Sos la realidad de siempre con la que al fin me voy a encontrar. Puedo encontrarnos, lo voy a hacer. O va a seguir siendo imposible, no sé. Pero me emociona pensar que de tanto verte, de tanto vernos, al fin vayamos a conocernos.
Eras un espejo de una fila infinita de reflejos concatenados, uno tras el otro, cada uno más pequeño y más irreal. Te me apareciste enfrente, moviéndote cauteloso entre los vidrios, queriendo ser el primero, ponerte frente a mí y entonces, ser el más real de todos: el espejo que diera vida a los otros espejos, a la cadena de espejos virtuales conectados en un zaguán infinito de deseos, pasiones y sueños terribles, estrellados, fisurados y siete años de mala suerte (me decían siempre, pero yo no dejaba de romperlos).

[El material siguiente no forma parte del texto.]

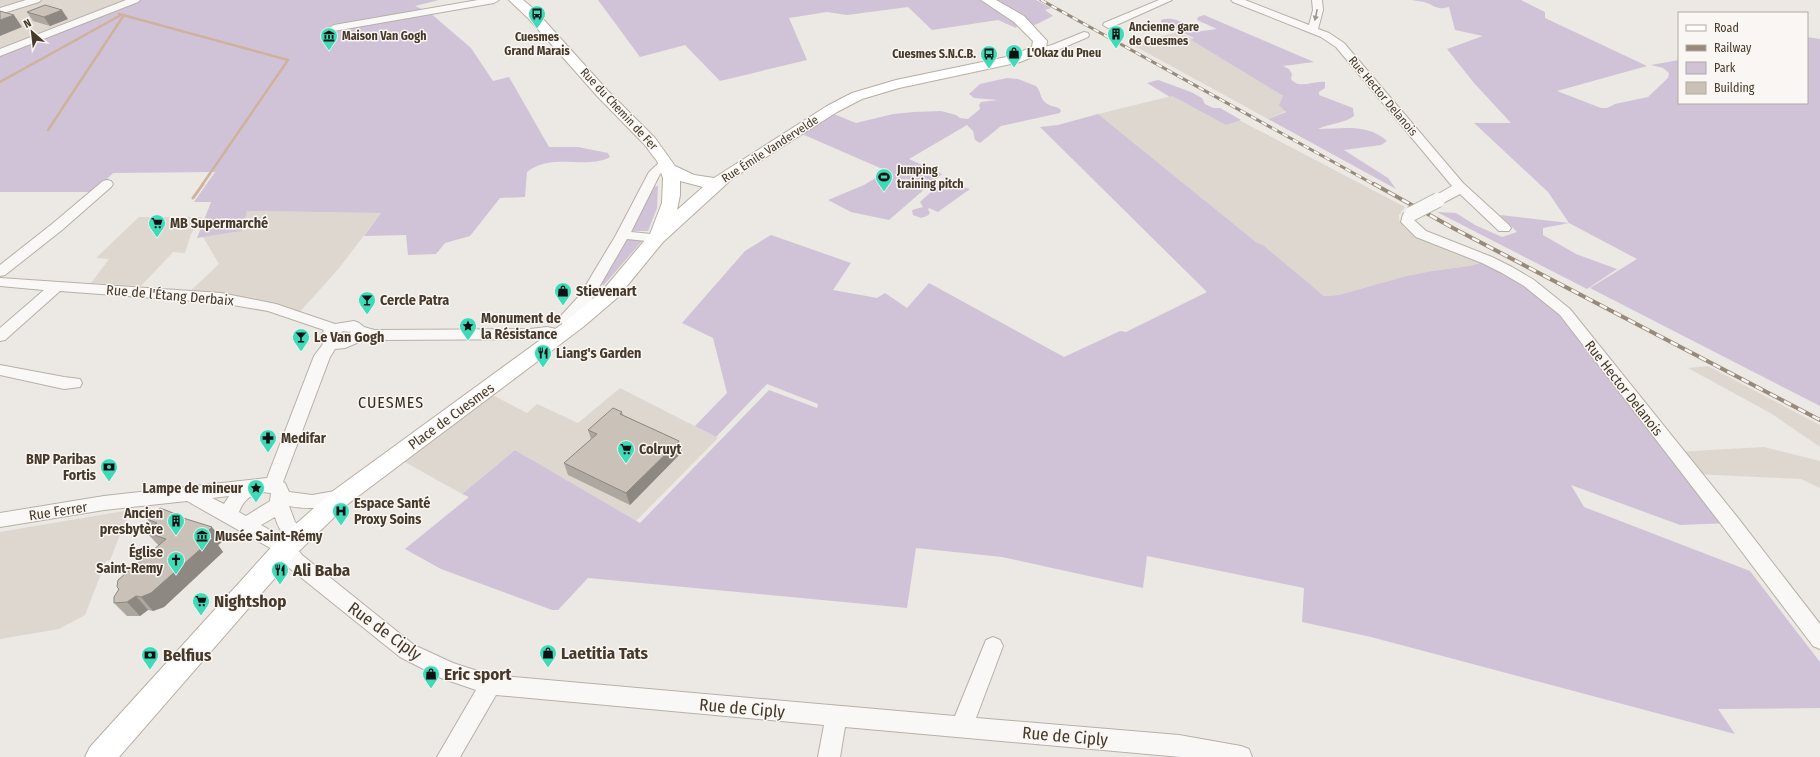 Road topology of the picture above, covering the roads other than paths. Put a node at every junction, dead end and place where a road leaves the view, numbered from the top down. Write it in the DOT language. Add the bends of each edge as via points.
graph roads {
  1 [pos="36,0"];
  2 [pos="135,0"];
  3 [pos="494,0"];
  4 [pos="515,0"];
  5 [pos="987,0"];
  6 [pos="1167,0"];
  7 [pos="1236,0"];
  8 [pos="1317,0"];
  9 [pos="0,11"];
  10 [pos="1108,25"];
  11 [pos="334,28"];
  12 [pos="1313,30"];
  13 [pos="1084,36"];
  14 [pos="0,53"];
  15 [pos="1032,53"];
  16 [pos="667,166"];
  17 [pos="727,175"];
  18 [pos="711,182"];
  19 [pos="107,184"];
  20 [pos="1459,186"];
  21 [pos="701,197"];
  22 [pos="672,198"];
  23 [pos="1504,228"];
  24 [pos="623,235"];
  25 [pos="657,238"];
  26 [pos="0,272"];
  27 [pos="0,282"];
  28 [pos="56,287"];
  29 [pos="554,335"];
  30 [pos="0,336"];
  31 [pos="333,336"];
  32 [pos="0,370"];
  33 [pos="74,383"];
  34 [pos="188,493"];
  35 [pos="272,493"];
  36 [pos="341,498"];
  37 [pos="228,516"];
  38 [pos="0,520"];
  39 [pos="245,524"];
  40 [pos="292,542"];
  41 [pos="1820,640"];
  42 [pos="993,646"];
  43 [pos="490,685"];
  44 [pos="836,716"];
  45 [pos="962,726"];
  46 [pos="100,757"];
  47 [pos="448,757"];
  48 [pos="830,757"];
  49 [pos="1241,757"];
  1 -- 9 [label="street"];
  2 -- 14 [label="street"];
  3 -- 11 [label="street"];
  4 -- 16 [label="main road, Rue du Chemin de Fer" via="531,12 657,151"];
  5 -- 15 [label="main road" via="1019,20 1036,35 1040,41 1039,48"];
  6 -- 10 [label="street"];
  7 -- 12 [label="street, Rue Hector Delanois"];
  8 -- 12 [label="street, one-way" via="1318,10"];
  12 -- 20 [label="street, Rue Hector Delanois" via="1325,35 1344,49"];
  13 -- 15 [label="street, Rue Émile Vandervelde"];
  15 -- 17 [label="main road, Rue Émile Vandervelde" via="1015,59 896,84 857,96"];
  16 -- 18 [label="main road" via="688,180"];
  16 -- 22 [label="main road, Rue du Chemin de Fer"];
  16 -- 24 [label="street" via="655,172"];
  17 -- 18 [label="main road"];
  17 -- 21 [label="main road, Rue Émile Vandervelde"];
  18 -- 22 [label="main road"];
  19 -- 26 [label="street"];
  20 -- 23 [label="street, Rue Hector Delanois"];
  20 -- 41 [label="street, Rue Hector Delanois, bridge" via="1455,191 1411,214 1408,222 1421,234 1507,270 1535,287 1565,312"];
  21 -- 22 [label="main road"];
  21 -- 25 [label="main road, Rue Émile Vandervelde"];
  22 -- 25 [label="main road, Rue du Chemin de Fer"];
  24 -- 25 [label="street"];
  24 -- 29 [label="street" via="586,298 566,318"];
  25 -- 29 [label="main road, Rue Émile Vandervelde" via="610,294"];
  27 -- 28 [label="street, Rue de l'Étang Derbaix"];
  28 -- 30 [label="street"];
  28 -- 31 [label="street, Rue de l'Étang Derbaix" via="186,295 245,302 271,307"];
  29 -- 31 [label="street" via="357,334 345,343"];
  29 -- 36 [label="main road, Place de Cuesmes"];
  31 -- 35 [label="street" via="322,356"];
  32 -- 33 [label="street"];
  34 -- 35 [label="street, Rue Ferrer"];
  34 -- 37 [label="street"];
  34 -- 38 [label="street, Rue Ferrer" via="104,503"];
  35 -- 36 [label="street, Place de Cuesmes" via="305,503"];
  35 -- 37 [label="street" via="248,489 232,503"];
  35 -- 39 [label="street" via="264,515"];
  35 -- 40 [label="street"];
  36 -- 40 [label="main road, Place de Cuesmes"];
  37 -- 39 [label="street"];
  39 -- 40 [label="street"];
  40 -- 43 [label="street, Rue de Ciply" via="295,561 406,651 448,671"];
  40 -- 46 [label="main road, Place de Cuesmes"];
  42 -- 45 [label="street"];
  43 -- 44 [label="street, Rue de Ciply"];
  43 -- 47 [label="street"];
  44 -- 45 [label="street, Rue de Ciply"];
  44 -- 48 [label="street"];
  45 -- 49 [label="street, Rue de Ciply" via="1180,746"];
} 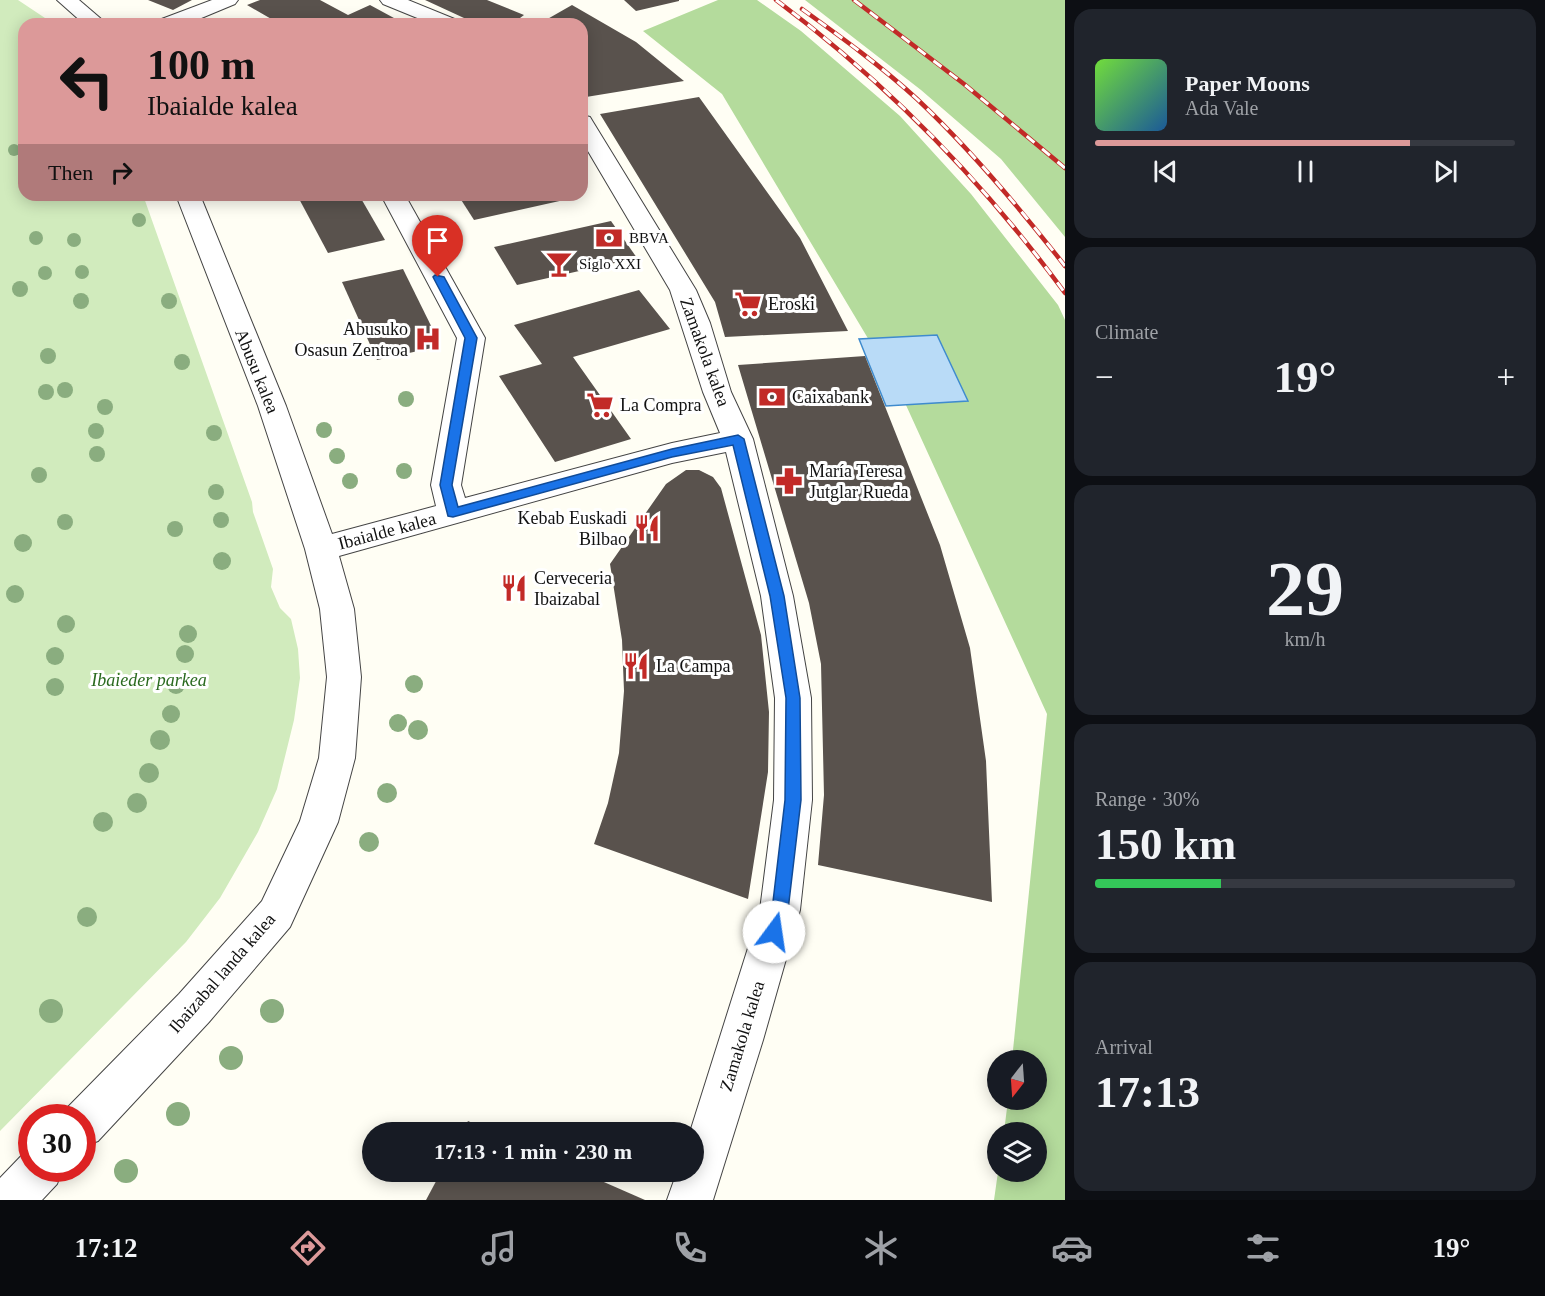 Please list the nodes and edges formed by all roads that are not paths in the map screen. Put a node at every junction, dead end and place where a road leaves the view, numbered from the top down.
1 (67, 0) edge
2 (228, 0) edge
3 (390, 0) edge
4 (198, 14) junction
5 (90, 18) edge
6 (185, 18) edge
7 (207, 18) edge
8 (435, 18) edge
9 (588, 132) edge
10 (190, 201) edge
11 (396, 201) edge
12 (738, 439) junction
13 (453, 513) junction
14 (321, 549) junction
15 (96, 1110) edge
16 (28, 1182) edge
17 (11, 1200) edge
18 (690, 1200) edge

1 - 5 street
2 - 4 street
3 - 8 street
4 - 6 street
4 - 7 street
9 - 12 street, Zamakola kalea
10 - 14 street, Abusu kalea
11 - 13 street, Ibaialde kalea
12 - 13 street, Ibaialde kalea
12 - 18 street, Zamakola kalea
13 - 14 street, Ibaialde kalea
14 - 15 street, Ibaizabal landa kalea
16 - 17 street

Lo que nos pasó fue una cadena interminable de repeticiones, de brazos en el mismo lugar (pero al revés), de sonrisas de costado mirando al piso, resignadas a volvernos a cruzar, exclamaciones sin sorpresa, de labios fruncidos, con el mismo ceño pero un poco distinto (en parte porque estabas más cerca y en parte porque eras el más bello de todos).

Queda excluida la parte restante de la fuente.